This project uses data from the UC Irvine Machine Learning Repository, a popular repository for machine learning datasets. In particular, I used the “Individual household electric power consumption Data Set” which is available from the location below:
https://d396qusza40orc.cloudfront.net/exdata%2Fdata%2Fhousehold_power_consumption.zip
I am looking at several common measures for power usage - Global Active Power in Killowatts, Frequency of Use, and Sub-metering.
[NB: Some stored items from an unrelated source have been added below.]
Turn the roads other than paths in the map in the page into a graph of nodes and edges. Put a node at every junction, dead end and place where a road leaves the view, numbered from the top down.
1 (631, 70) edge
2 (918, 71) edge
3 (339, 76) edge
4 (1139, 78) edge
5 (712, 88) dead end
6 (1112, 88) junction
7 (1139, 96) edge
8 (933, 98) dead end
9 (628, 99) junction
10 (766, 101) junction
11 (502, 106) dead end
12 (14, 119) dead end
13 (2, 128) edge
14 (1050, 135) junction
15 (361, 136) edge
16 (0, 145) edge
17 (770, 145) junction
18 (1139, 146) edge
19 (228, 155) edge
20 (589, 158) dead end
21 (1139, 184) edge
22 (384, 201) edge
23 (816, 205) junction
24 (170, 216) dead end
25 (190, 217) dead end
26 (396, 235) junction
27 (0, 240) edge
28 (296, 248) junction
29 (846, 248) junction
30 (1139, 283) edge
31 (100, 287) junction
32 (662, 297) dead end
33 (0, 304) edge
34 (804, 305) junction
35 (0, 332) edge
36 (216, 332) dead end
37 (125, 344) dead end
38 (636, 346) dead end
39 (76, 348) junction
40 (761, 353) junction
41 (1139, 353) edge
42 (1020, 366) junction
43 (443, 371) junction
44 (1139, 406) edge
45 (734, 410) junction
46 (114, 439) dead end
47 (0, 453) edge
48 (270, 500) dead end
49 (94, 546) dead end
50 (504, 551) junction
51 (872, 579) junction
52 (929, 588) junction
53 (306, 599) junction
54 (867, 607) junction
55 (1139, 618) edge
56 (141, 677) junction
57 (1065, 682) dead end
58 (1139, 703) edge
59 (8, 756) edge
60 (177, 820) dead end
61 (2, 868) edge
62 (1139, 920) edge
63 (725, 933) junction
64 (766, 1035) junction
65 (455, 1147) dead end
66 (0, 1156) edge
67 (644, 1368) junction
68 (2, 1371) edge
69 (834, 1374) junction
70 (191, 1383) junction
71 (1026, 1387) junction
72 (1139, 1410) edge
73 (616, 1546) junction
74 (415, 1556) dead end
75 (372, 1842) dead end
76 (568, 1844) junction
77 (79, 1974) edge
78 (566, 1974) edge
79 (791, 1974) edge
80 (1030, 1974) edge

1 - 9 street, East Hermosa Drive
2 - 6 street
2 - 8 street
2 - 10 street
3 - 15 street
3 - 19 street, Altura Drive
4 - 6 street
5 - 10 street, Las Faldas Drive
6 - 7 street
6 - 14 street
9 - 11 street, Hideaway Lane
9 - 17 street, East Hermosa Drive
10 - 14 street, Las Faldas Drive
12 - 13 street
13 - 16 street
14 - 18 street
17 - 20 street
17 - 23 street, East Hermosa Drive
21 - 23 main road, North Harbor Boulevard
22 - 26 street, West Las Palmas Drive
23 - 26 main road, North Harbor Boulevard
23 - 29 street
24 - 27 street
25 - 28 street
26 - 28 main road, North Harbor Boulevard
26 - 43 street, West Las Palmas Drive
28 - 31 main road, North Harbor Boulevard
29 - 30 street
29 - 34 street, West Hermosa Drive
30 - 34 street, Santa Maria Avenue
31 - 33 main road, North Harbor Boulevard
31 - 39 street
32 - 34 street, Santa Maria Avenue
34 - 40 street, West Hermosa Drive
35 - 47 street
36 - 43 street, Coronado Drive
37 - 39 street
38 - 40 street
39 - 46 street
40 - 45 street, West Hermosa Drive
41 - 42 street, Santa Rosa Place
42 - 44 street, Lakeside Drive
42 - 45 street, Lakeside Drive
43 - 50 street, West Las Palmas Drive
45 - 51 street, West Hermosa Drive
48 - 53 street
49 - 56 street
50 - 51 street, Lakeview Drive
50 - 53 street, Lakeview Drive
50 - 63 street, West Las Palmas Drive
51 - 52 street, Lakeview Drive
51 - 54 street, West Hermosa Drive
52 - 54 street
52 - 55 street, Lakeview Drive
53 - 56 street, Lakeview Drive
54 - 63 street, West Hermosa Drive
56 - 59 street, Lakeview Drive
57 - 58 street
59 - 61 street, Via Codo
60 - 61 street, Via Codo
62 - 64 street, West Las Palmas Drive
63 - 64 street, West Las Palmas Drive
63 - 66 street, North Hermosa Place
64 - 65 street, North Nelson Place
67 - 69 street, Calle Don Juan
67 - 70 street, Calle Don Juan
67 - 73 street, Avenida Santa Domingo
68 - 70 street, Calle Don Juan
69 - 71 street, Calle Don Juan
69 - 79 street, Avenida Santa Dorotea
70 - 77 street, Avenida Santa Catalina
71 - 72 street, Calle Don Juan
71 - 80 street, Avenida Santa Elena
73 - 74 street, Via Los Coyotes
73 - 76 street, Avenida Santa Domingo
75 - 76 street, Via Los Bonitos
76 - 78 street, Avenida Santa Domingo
Here I am bringing in the data and placing it into a table and then further subsetting the data for two specific days - Feb 1st and Feb 2nd.
housepower <- read.table("household_power_consumption.txt", sep = ";", na.strings = "?", header = TRUE)
housepower$Date <- as.Date(housepower$Date, format="%d/%m/%Y")
febdata <- subset(housepower, subset=(Date >= "2007-02-01" & Date <= "2007-02-02"))
rm(housepower)
datetime <- paste(as.Date(febdata$Date), febdata$Time)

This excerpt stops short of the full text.